La guerra del 95: el fin de la inocencia histórica

La palabra del Ecuador que puede ser escuchada en el mundo nace de la profunda identificación entre el pueblo y sus Fuerzas Armadas, y germina en la capacidad de organizar la resistencia victoriosa.  Junto a ella, adquiere pleno sentido práctico la objetividad del planteamiento y voluntad de paz que proclama el presidente Sixto Durán-Ballén a nombre de la nación y el Estado ecuatorianos.

La guerra ha sido, y aún es, contenido esencial en la historia.  Estamos dentro de su posibilidad. Vislumbramos este fenómeno en la tensión y límites de las potencialidades de la sociedad.  Saltan al campo de batalla -ocultos en los uniformes, en el combate y el trabajo cotidiano- la madurez de la nación, la contemporaneidad del proceso económico, la disposición militar, la representatividad y vínculos del Estado con la nación y el resto del mundo.  Esta vez la fortaleza de los Estados no se reduce a la suma de sus gastos militares.  La fuerza exige no solo vidas, exige razón, talento, iniciativa, sagacidad, elevada moral, protección de la economía, intensificación del trabajo y extraordinaria disciplina social.

La situación bélica Ecuador-Perú del 95 es distinta a la del 41.  Entonces, el gobierno del Ecuador había perdido autoridad y sus Fuerzas Armadas eran indefensas.  La Segunda Guerra Mundial subordinó derechos y razones del país a intereses de amplios sectores internacionales.  La parte mas débil fue sacrificada.  Nuestra fragilidad redujo la significación del derecho al subordinarlo a la de la ocupación por la fuerza.

La paz es interés de América.  En la perspectiva, la conflagración no involucra solo a Ecuador y Perú, aunque en lo inmediato todo aparezca ligado exclusivamente a enfrentamientos fronterizos. La escalada bélica haría estallar antagonismos regionales no resueltos, pondría en primer plano la degradación económica, política, social, cultural del subdesarrollo.
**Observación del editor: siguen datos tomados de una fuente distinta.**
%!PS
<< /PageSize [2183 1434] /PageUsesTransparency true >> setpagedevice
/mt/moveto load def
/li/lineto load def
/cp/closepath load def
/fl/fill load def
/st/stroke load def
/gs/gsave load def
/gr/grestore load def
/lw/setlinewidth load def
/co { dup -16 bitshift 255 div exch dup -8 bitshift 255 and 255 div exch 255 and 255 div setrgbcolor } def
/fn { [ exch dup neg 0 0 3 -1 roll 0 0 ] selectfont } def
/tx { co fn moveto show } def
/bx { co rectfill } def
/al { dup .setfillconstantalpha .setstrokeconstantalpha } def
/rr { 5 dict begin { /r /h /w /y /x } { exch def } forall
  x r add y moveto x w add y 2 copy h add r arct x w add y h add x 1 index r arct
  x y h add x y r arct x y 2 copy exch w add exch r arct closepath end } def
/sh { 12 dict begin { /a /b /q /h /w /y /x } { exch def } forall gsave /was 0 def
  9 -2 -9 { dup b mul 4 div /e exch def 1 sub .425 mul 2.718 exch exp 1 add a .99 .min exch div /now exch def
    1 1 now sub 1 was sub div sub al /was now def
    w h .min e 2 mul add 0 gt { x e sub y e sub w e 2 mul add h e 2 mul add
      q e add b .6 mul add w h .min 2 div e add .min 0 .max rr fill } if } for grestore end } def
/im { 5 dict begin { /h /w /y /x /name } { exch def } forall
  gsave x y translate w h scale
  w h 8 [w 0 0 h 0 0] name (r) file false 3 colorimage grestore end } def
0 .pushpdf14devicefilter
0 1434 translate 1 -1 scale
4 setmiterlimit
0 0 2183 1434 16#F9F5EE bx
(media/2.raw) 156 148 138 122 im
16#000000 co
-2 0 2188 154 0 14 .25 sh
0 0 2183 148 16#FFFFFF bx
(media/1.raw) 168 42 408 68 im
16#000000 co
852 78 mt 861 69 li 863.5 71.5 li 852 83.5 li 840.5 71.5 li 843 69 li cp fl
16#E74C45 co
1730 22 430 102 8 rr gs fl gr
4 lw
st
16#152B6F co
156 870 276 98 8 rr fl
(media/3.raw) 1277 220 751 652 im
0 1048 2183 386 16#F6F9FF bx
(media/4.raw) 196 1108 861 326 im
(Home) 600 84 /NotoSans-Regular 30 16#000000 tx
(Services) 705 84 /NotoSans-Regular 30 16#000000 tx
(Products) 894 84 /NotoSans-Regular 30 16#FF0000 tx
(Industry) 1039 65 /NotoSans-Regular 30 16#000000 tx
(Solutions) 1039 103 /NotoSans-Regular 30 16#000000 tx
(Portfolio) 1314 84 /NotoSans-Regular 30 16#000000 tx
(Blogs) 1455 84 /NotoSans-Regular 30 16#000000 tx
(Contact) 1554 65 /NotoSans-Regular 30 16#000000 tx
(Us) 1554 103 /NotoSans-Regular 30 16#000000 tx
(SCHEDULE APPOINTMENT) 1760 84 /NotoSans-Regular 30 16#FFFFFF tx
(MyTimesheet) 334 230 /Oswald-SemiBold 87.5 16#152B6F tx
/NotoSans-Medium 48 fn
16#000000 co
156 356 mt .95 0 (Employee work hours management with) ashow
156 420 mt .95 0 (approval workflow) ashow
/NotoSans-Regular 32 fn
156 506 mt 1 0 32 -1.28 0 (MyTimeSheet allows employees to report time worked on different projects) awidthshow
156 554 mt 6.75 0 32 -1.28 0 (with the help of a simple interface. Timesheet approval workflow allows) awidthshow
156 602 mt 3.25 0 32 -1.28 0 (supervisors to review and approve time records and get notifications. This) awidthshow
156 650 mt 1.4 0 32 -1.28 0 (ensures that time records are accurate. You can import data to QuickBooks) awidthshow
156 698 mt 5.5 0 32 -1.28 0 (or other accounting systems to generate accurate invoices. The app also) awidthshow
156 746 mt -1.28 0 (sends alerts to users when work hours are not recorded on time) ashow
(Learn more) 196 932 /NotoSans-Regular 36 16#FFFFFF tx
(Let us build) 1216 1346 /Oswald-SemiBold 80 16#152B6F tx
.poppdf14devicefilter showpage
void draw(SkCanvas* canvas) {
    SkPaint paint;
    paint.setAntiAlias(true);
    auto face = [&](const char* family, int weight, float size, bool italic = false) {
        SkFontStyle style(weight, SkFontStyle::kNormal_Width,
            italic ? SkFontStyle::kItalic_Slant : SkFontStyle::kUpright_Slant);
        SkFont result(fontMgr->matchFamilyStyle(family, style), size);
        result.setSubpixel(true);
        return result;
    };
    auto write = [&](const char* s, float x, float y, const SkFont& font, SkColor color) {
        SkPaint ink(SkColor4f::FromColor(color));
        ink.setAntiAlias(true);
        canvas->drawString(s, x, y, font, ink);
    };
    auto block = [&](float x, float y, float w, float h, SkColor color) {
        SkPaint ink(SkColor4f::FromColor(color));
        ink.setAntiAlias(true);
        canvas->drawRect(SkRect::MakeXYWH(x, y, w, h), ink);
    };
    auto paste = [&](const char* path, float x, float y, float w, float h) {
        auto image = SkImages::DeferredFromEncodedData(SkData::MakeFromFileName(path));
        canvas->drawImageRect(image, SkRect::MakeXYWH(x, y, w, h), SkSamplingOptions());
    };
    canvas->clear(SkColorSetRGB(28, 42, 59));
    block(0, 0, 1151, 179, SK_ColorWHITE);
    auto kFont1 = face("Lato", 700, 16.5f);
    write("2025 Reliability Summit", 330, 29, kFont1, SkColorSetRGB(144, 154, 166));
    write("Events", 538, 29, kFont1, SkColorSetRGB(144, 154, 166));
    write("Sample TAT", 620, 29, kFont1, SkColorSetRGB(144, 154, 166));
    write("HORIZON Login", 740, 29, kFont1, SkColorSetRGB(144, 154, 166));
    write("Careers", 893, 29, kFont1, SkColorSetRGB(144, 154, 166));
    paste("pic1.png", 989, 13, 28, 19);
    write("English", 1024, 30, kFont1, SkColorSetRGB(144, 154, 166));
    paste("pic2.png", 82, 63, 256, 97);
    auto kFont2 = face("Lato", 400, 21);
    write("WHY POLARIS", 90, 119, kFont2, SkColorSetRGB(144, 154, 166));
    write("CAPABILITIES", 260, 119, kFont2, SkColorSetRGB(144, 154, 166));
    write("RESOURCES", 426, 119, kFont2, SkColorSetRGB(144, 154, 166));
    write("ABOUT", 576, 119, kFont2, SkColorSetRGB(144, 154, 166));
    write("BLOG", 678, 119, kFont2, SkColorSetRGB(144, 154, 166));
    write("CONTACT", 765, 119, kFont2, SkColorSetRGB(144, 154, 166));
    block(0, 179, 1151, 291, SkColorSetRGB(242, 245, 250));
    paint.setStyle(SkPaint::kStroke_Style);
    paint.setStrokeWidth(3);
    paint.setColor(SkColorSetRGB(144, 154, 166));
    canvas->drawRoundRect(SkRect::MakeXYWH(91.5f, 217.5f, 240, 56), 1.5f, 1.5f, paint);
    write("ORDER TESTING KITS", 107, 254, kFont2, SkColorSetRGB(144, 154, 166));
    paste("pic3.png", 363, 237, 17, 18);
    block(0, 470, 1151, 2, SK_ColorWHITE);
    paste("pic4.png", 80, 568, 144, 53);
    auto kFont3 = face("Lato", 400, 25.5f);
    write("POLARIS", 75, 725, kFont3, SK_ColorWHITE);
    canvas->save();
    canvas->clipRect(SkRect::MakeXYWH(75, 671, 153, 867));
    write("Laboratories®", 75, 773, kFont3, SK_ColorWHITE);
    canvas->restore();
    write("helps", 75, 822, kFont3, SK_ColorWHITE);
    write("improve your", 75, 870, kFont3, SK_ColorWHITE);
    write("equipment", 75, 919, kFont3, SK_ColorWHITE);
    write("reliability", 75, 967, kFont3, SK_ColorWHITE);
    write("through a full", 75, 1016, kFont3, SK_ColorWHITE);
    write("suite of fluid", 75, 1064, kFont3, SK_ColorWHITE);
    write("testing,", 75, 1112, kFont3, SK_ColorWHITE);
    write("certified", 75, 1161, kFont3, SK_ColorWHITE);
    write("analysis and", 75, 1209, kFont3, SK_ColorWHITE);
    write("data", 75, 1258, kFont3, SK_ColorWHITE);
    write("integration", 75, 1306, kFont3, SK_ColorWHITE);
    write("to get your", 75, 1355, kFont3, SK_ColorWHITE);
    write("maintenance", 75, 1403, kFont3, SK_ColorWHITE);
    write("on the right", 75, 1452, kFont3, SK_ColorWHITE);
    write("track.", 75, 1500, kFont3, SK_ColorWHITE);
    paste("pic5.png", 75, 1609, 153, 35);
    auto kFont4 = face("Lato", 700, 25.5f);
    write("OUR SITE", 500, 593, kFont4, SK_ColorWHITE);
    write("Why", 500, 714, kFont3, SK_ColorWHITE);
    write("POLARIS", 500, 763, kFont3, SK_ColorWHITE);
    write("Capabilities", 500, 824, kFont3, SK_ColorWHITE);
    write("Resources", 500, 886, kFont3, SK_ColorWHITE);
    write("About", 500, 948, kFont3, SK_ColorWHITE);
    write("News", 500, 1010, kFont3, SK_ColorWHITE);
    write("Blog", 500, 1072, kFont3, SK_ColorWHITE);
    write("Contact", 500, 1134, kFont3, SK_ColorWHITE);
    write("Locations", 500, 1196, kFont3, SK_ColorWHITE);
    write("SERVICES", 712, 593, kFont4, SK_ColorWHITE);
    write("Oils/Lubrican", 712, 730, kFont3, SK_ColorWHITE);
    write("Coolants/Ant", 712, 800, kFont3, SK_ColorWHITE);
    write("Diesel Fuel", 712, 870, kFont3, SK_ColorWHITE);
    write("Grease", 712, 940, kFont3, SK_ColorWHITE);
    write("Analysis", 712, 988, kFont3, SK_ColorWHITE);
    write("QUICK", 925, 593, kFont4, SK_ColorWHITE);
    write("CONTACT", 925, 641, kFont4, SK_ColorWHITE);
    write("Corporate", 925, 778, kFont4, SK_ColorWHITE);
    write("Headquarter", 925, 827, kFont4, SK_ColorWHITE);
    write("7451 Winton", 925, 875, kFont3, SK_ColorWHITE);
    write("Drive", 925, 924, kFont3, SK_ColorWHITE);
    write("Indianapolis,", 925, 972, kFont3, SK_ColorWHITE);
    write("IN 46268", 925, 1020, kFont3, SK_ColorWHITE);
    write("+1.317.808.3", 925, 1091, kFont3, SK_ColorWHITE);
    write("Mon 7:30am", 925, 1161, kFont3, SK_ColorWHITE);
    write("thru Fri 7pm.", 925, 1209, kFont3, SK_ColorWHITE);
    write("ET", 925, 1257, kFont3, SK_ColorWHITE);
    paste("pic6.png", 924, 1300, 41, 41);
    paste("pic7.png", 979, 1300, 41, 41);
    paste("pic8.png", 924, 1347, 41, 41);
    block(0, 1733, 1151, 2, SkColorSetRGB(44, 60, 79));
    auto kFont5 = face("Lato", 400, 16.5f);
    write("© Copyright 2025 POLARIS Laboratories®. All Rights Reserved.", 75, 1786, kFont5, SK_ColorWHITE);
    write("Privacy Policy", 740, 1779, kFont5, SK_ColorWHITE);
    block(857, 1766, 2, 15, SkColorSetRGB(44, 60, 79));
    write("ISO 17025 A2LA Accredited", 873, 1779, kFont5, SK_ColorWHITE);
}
Pospone el libre comercio planeado para el 2005. La guerra conduce a explosiones sociales.

El Ecuador tiene por lo pronto la ineludible tarea de ser superior en la resistencia.  Desde la intuición y el instinto, el pueblo ecuatoriano ha reaccionado con disposición inusitada a desatar su potencial combativo reconociendo la diversidad de discursos que exige la guerra.

Los pueblos derrotados no argumentan.  Lo sabe la comunidad internacional que no se inmuta con millares de muertos en Bosnia o en Chechenia.  Una gota de sangre no le preocupa, aunque una gota de sangre suponga en la comunidad internacional centenares de muertos.

La naturaleza del conflicto tiende a convertir la aptitud para desatar la fuerza  en el argumento necesario.  Esto no excluye, sino implica defender una solución pacífica, no solo a base de los derechos históricos sino de las condiciones del presente, voluntad manifiesta por el Estado ecuatoriano al admitir la vigencia del Protocolo de Río de Janeiro, a pesar de su inejecutabilidad.  La tesis de la nulidad absoluta se vuelve un arma de los desafueros del Perú y no de las pretensiones del Ecuador.  Todos los tratados territoriales del mundo -todos sin excepción-, incluidos los territoriales de los países garantes,  se hicieron en condiciones de fuerza.

Esta guerra es entre hermanos.  Somos hijos de una tragedia, la de la conquista, la de la colonia.  Actores de una misma historia, la de la Independencia, la de estas naciones forjadas mas como consigna militar y menos como procesos culturales.  Nos hemos acostumbrado a determinadas formas de ser, y ese ser no debería violentarse por las armas.

Las armas irrumpen contra cierto ámbito de la naturaleza humana, pero afirman otra naturaleza, la histórica, la que somete a prueba la existencia, no esta vez, sino en siglos -o en guerras que hacen sus veces-.

Aunque por ahora la apariencia sea la de la nada, es el fin de la inocencia histórica en un pueblo de historia joven.